Murtagh Diagnostic Strategy
| Category | Diagnosis | Key Discriminator | Cantonese Question / Finding |
|---|---|---|---|
| Probability Diagnosis | Reactive viral lymphadenopathy (URTI, EBV) | Tender, < 2 weeks, preceding URTI, self-limiting [5][10] | 「最近有冇傷風感冒?」If tender + resolving → reactive |
| TB lymphadenitis | Painless, progressive, matted, ± cold abscess, cervical; HK is endemic [7] | 「有冇接觸過肺癆病人?有冇夜晚出汗、咳耐咗?」 | |
| Serious Not To Miss | Lymphoma (HL / NHL) | Painless, firm, rubbery, persistent > 4–6 weeks, ± B symptoms [1][2] | 「粒嘢痛唔痛?有冇發燒、夜晚出好多汗、瘦咗?」 |
| Acute leukaemia (ALL/AML) | Pancytopenia signs (pallor, bleeding, infection) + LAD + hepatosplenomegaly [6] | 「有冇覺得攰、容易瘀、或者經常發燒?」 | |
| Metastatic carcinoma / NPC | Hard, fixed, non-tender; supraclavicular (Virchow's node) [11]; HK: NPC common | 「耳仔有冇塞住、鼻有冇出血?」(NPC) | |
| HIV | Persistent generalised LAD ( ≥ 2 non-contiguous sites > 3–6 months) [9] | 「有冇新嘅性伴侶?有冇高風險行為?」 | |
| Pitfalls | Infectious mononucleosis (EBV) | Triad: fever + tonsillar pharyngitis + LAD; splenomegaly; atypical lymphocytes [5] | 「喉嚨好痛?肚有冇脹?」Ampicillin rash is classic trap [12] |
| Kikuchi disease | Young Asian female, fever, tender cervical LAD, neutropenia; self-limiting [10] | 「你係後生女仔,有冇持續發燒同頸粒嘢痛?」 | |
| Toxoplasmosis | Cat exposure, immunocompromised; cervical LAD [10] | 「有冇養貓?有冇食未煮熟嘅肉?」 | |
| Masquerades | Drug-induced LAD / DRESS | New drug in past weeks-months (phenytoin, carbamazepine); ± fever, rash, eosinophilia [4] | 「最近有冇開始食新嘅藥?有冇出疹發燒?」 |
| SLE / Autoimmune | Young female, rash, joint pain, oral ulcers, LAD; anti-dsDNA+ [8] | 「有冇面紅疹、關節痛、口瘡?」 | |
| Trying to Tell Me Something? | Cancer anxiety / Health anxiety | Recent bereavement from cancer; media scare; persistent worry disproportionate to finding | 「你最擔心係咩?有冇屋企人試過類似嘅嘢?」 |
Lymphadenopathy — Family Medicine Clinical Test Page
| Time | Task | Cantonese Key Phrases | Why It Scores Marks |
|---|---|---|---|
| 0:00–0:30 | Friendly opening, rapport, set agenda | 「你好,我係X醫生,今日由我同你傾下。

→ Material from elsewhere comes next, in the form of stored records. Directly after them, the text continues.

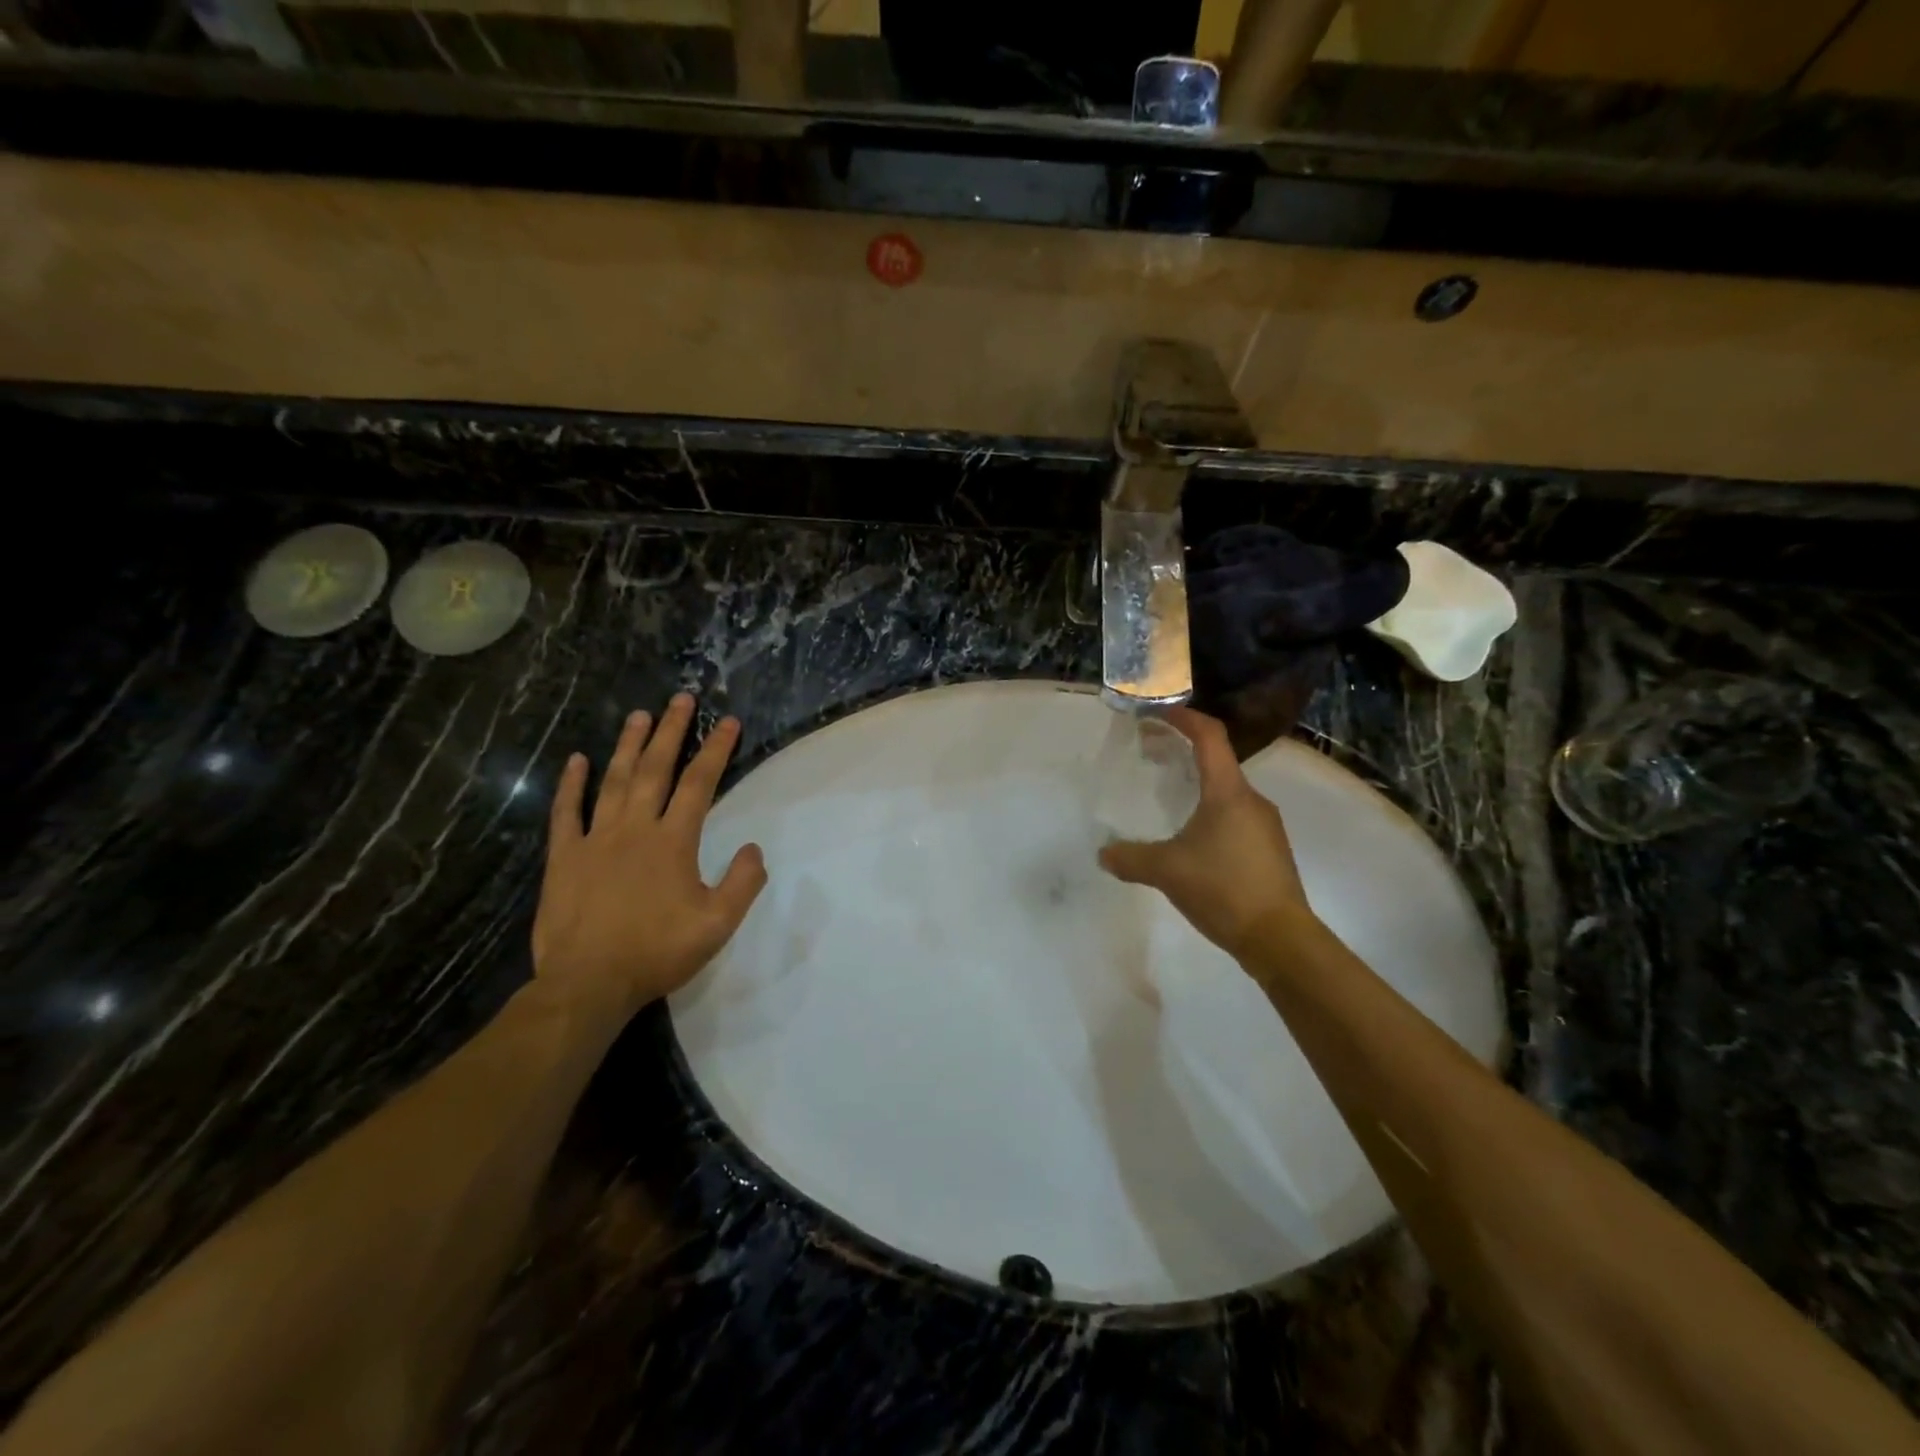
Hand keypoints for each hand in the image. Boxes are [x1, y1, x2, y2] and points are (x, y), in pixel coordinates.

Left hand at [532, 694, 766, 1017]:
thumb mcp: (718, 925)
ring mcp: (596, 839)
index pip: (699, 783)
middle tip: (679, 699)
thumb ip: (743, 883)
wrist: (589, 983)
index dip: (715, 750)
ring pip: (614, 781)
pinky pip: (567, 812)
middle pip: (655, 769)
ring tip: (638, 714)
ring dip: (628, 745)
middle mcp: (635, 828)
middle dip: (670, 731)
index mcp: (673, 841)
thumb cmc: (657, 952)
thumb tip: (754, 847)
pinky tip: (576, 760)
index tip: (726, 721)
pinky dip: (571, 784)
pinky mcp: (565, 857)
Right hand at [1098, 706, 1313, 959]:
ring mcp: (1265, 825)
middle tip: (1152, 754)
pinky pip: (1236, 816)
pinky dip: (1211, 811)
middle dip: (1184, 751)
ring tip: (1168, 796)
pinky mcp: (1269, 849)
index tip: (1158, 714)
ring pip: (1227, 791)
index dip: (1184, 718)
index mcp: (1229, 792)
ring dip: (1198, 784)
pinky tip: (1193, 838)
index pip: (1210, 736)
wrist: (1279, 938)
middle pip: (1218, 761)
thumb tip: (1103, 853)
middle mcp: (1252, 800)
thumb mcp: (1166, 871)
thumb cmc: (1223, 889)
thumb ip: (1130, 858)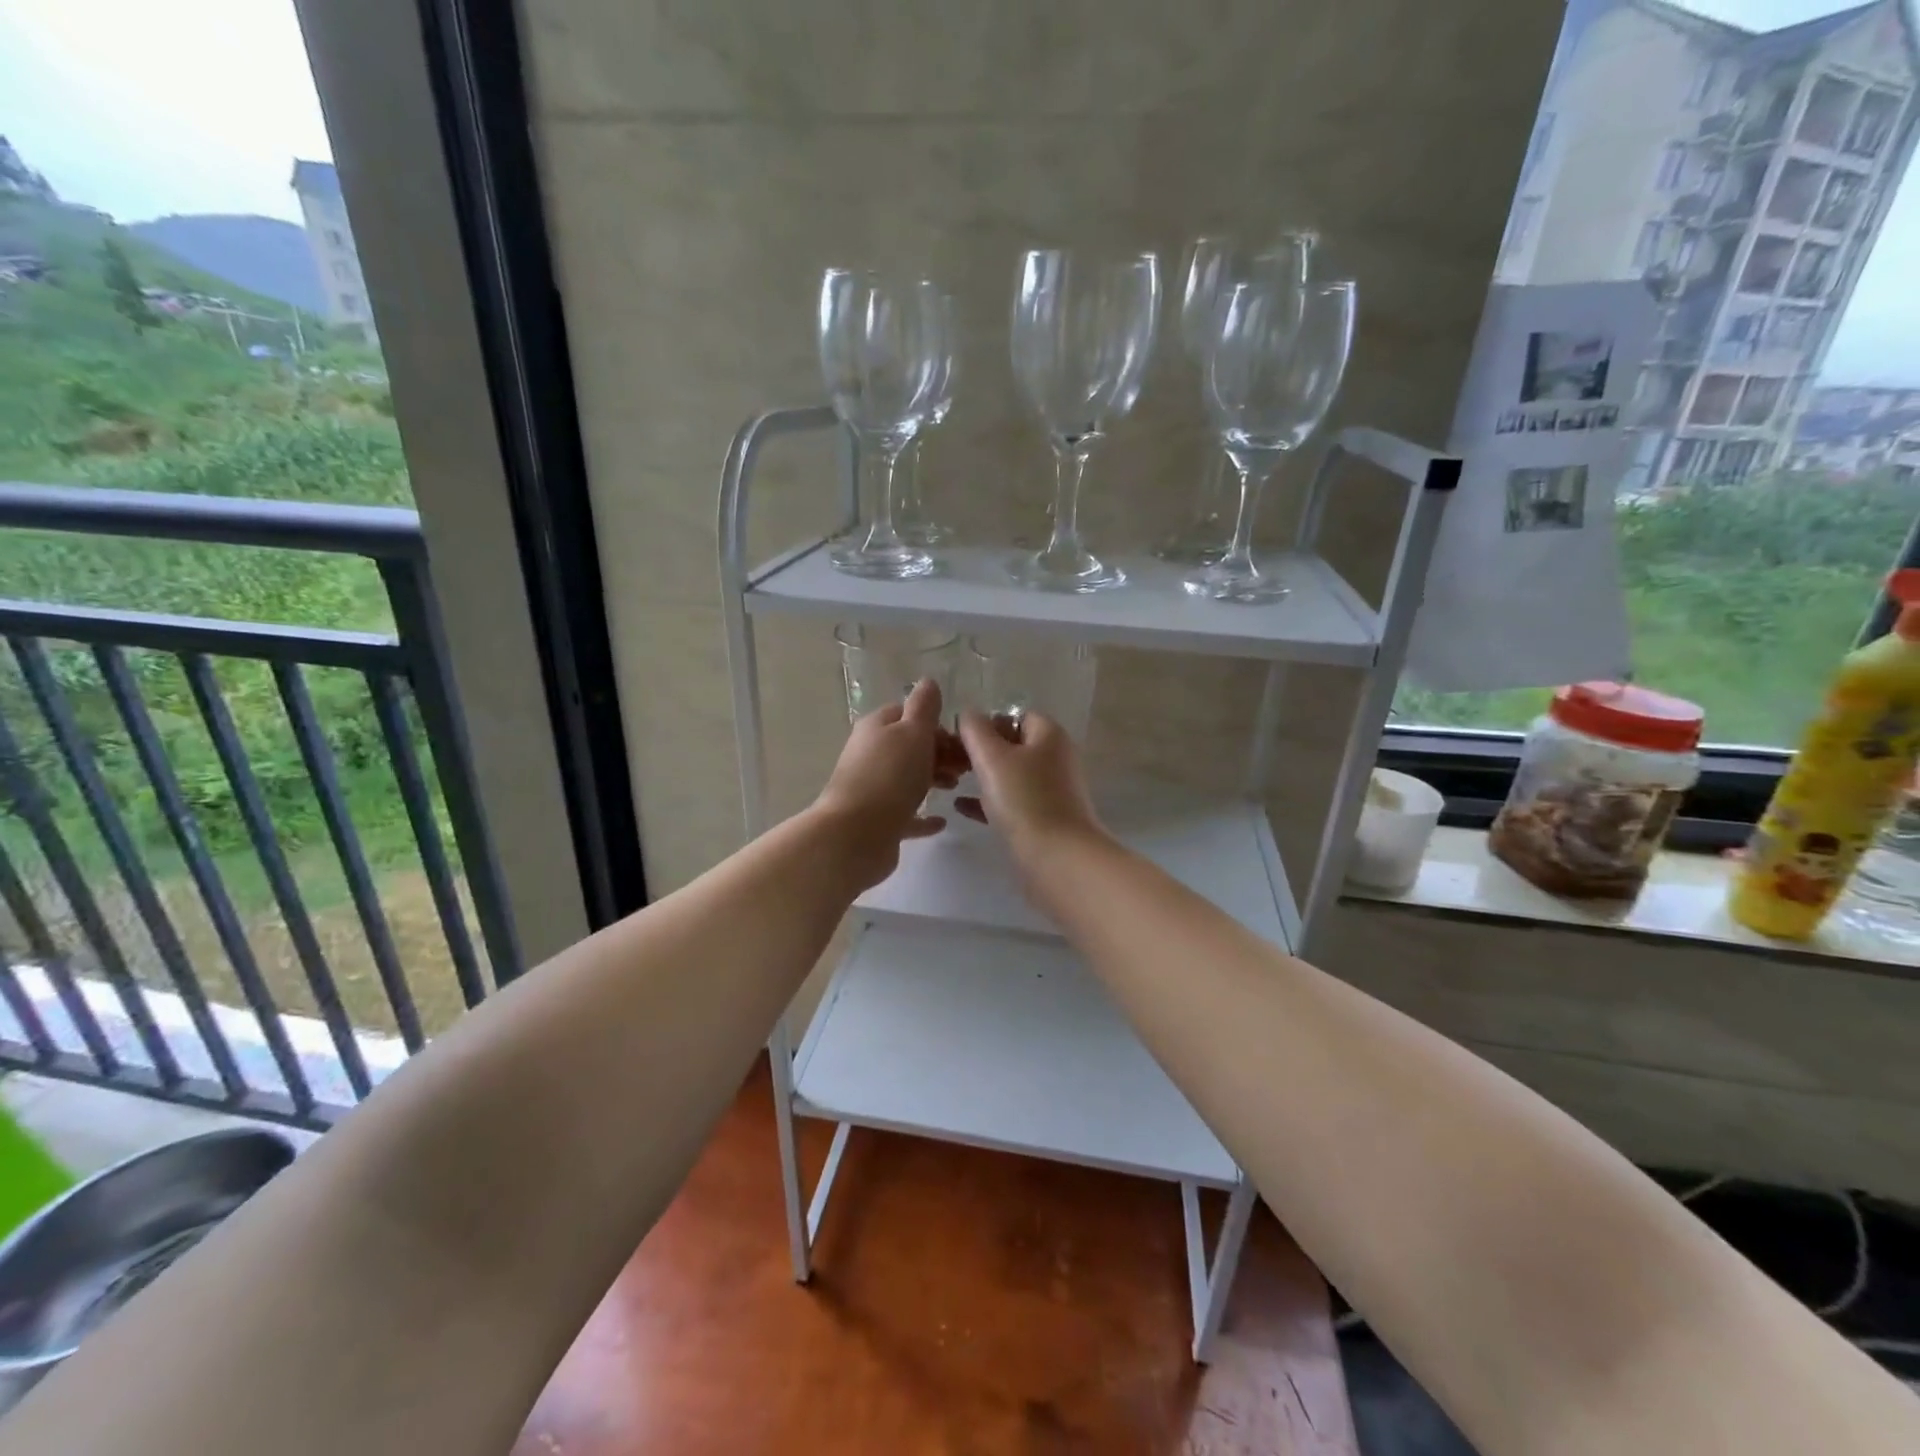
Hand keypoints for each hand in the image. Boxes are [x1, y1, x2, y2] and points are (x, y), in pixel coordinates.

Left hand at [812, 678, 962, 890]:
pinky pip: (905, 814)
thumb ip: (924, 707)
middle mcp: (870, 754)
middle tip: (967, 766)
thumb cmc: (890, 776)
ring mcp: (872, 789)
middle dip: (940, 752)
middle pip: (909, 747)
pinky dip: (923, 815)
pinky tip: (942, 821)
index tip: (962, 739)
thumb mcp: (913, 732)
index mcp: (877, 727)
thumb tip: (928, 682)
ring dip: (933, 779)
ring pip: (907, 778)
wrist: (856, 834)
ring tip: (956, 788)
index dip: (936, 724)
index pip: (908, 714)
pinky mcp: (877, 821)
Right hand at [955, 709, 1102, 863]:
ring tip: (952, 780)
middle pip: (1014, 745)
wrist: (1058, 858)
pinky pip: (1013, 802)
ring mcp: (1052, 791)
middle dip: (982, 750)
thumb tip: (968, 714)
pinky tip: (962, 808)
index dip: (988, 722)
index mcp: (1049, 736)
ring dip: (984, 776)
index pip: (1016, 716)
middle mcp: (1055, 759)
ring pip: (1012, 775)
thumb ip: (975, 730)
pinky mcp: (1045, 819)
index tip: (960, 737)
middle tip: (951, 760)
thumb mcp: (992, 757)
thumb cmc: (1024, 800)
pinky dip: (989, 801)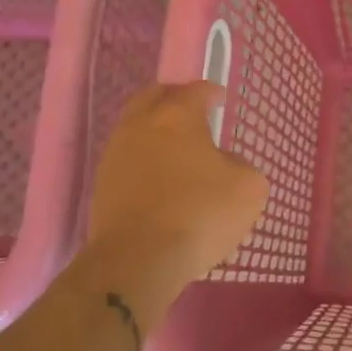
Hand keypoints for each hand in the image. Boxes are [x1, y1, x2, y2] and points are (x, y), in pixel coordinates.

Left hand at [85, 82, 268, 295]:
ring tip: (175, 147)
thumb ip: (241, 166)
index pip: (195, 90)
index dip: (211, 92)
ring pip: (135, 126)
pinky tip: (159, 177)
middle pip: (154, 96)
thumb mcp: (248, 188)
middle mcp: (141, 125)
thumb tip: (225, 164)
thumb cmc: (200, 214)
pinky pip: (126, 158)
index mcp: (178, 116)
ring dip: (155, 129)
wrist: (138, 260)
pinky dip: (144, 158)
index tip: (220, 100)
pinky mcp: (102, 184)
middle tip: (192, 110)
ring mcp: (116, 154)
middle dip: (174, 98)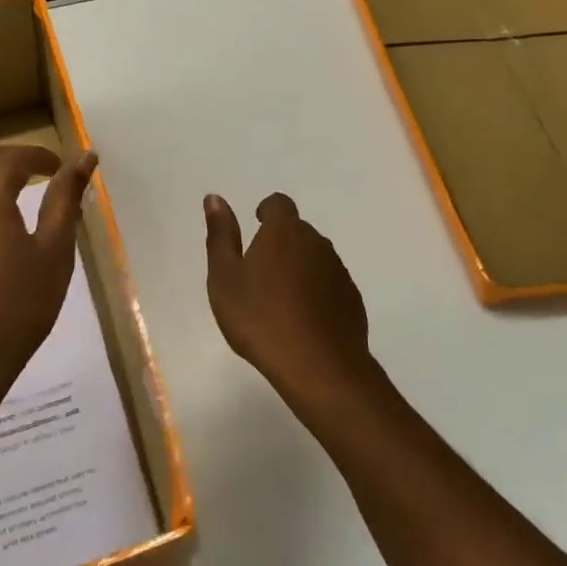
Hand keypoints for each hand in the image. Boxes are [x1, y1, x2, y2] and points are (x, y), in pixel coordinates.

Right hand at [203, 192, 372, 405]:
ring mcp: (338, 271)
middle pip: (298, 231)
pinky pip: (329, 284)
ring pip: (315, 258)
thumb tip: (214, 198)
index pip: (279, 204)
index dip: (267, 211)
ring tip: (279, 300)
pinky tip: (302, 320)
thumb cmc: (260, 319)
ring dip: (299, 267)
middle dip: (280, 242)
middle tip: (259, 272)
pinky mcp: (352, 299)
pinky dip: (316, 292)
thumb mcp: (225, 278)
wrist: (318, 367)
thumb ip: (220, 235)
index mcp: (284, 232)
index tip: (256, 226)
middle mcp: (316, 243)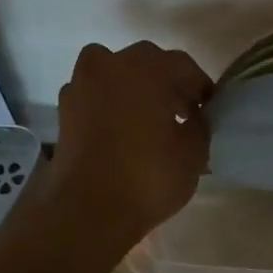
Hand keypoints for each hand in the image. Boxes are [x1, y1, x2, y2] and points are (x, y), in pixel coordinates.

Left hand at [48, 40, 212, 249]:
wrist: (87, 211)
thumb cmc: (147, 177)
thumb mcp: (193, 153)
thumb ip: (200, 125)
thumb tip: (195, 116)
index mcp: (146, 68)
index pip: (181, 65)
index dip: (199, 85)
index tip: (208, 106)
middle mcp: (110, 66)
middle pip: (145, 62)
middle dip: (165, 81)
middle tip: (181, 111)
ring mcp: (82, 86)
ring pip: (114, 73)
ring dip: (133, 87)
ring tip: (149, 119)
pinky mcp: (64, 111)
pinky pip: (94, 96)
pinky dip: (109, 104)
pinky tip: (121, 131)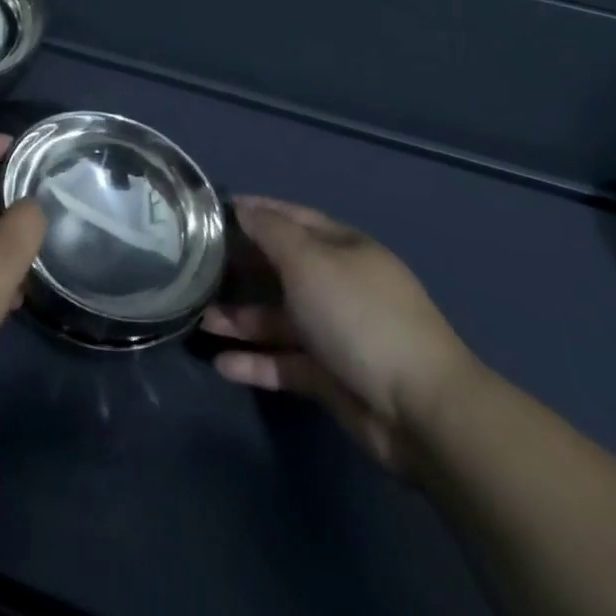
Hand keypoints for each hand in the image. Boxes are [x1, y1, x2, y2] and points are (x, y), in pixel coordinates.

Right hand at [202, 197, 479, 472]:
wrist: (420, 408)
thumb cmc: (358, 315)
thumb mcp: (309, 260)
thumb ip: (270, 232)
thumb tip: (243, 207)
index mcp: (342, 248)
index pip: (292, 219)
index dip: (255, 212)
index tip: (213, 214)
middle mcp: (338, 284)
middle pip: (281, 269)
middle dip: (241, 269)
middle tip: (196, 271)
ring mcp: (335, 332)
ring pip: (278, 319)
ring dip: (241, 319)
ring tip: (199, 322)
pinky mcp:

你點稱呼?」「今日嚟睇醫生,最主要係咩事呢?」 | Warm greeting + open question = interpersonal marks. Establishes rapport instantly. |
| 0:30–1:30 | HPI: characterise the lymphadenopathy | 「呢粒嘢幾時開始㗎?」「有冇大過?」「痛唔痛㗎?」「有冇其他地方都有腫㗎?」「有冇發燒、夜晚出好多汗、或者瘦咗好多?」 | Covers onset, progression, pain, distribution, and B symptoms — the key discriminators for malignancy. |
| 1:30–2:30 | Red flags + targeted systems review | 「有冇咳或者氣促?」「有冇周身痕或者出疹?」「最近有冇覺得特別攰或者面青?」「有冇牙肉出血、容易瘀?」「食嘢吞嘢有冇困難?」 | Screens for serious causes: lymphoma, leukaemia, TB, HIV, head & neck cancer. |
| 2:30–3:30 | PMH, DHx, FHx, social Hx, sexual Hx | 「之前有冇長期病?」「有冇食緊咩藥?」「有冇藥物敏感?」「屋企人有冇癌症或者血液病?」「你做咩工作?有冇養貓?」「有冇去過旅行?」「唔好意思問多句,有冇新嘅性伴侶?」 | Drug causes (phenytoin, carbamazepine), TB contacts, HIV risk, toxoplasmosis (cats), travel (tropical infections). |
| 3:30–4:30 | ICE — uncover the hidden agenda | 「你自己覺得呢粒嘢係咩嚟㗎?」(Idea) 「你最擔心啲咩?」(Concern) 「你嚟睇醫生最希望我幫到你啲咩?」(Expectation) | ICE is directly tested on the CRF. The hidden agenda is often cancer fear triggered by a relative's cancer or persistent lump. Probe: 「有冇咩令你特別擔心先嚟睇?」 |
| 4:30–5:15 | Summarise, signpost, suggest plan | 「等我總結一下你講嘅嘢…」「我想幫你檢查下呢粒嘢,同埋可能需要抽血睇下,ok唔ok?」 | Summarising shows active listening. Signposting the plan scores marks. |
| 5:15–6:00 | Safety net + empathic close | 「我明白你擔心,我哋會盡快搞清楚。如果之間有發燒、出血、或者突然大好多,要即刻返嚟睇。」「你仲有冇嘢想問?」 | Safety net covers red flags. Checking understanding + warm closing = extra interpersonal marks. |
Uncovering the hidden agenda: The symptom is the lump, but the RFC is often fear of cancer (e.g., a friend/relative had lymphoma). Ask 「點解今日先嚟?係咪有啲嘢令你特別擔心?」 early in ICE to unlock this.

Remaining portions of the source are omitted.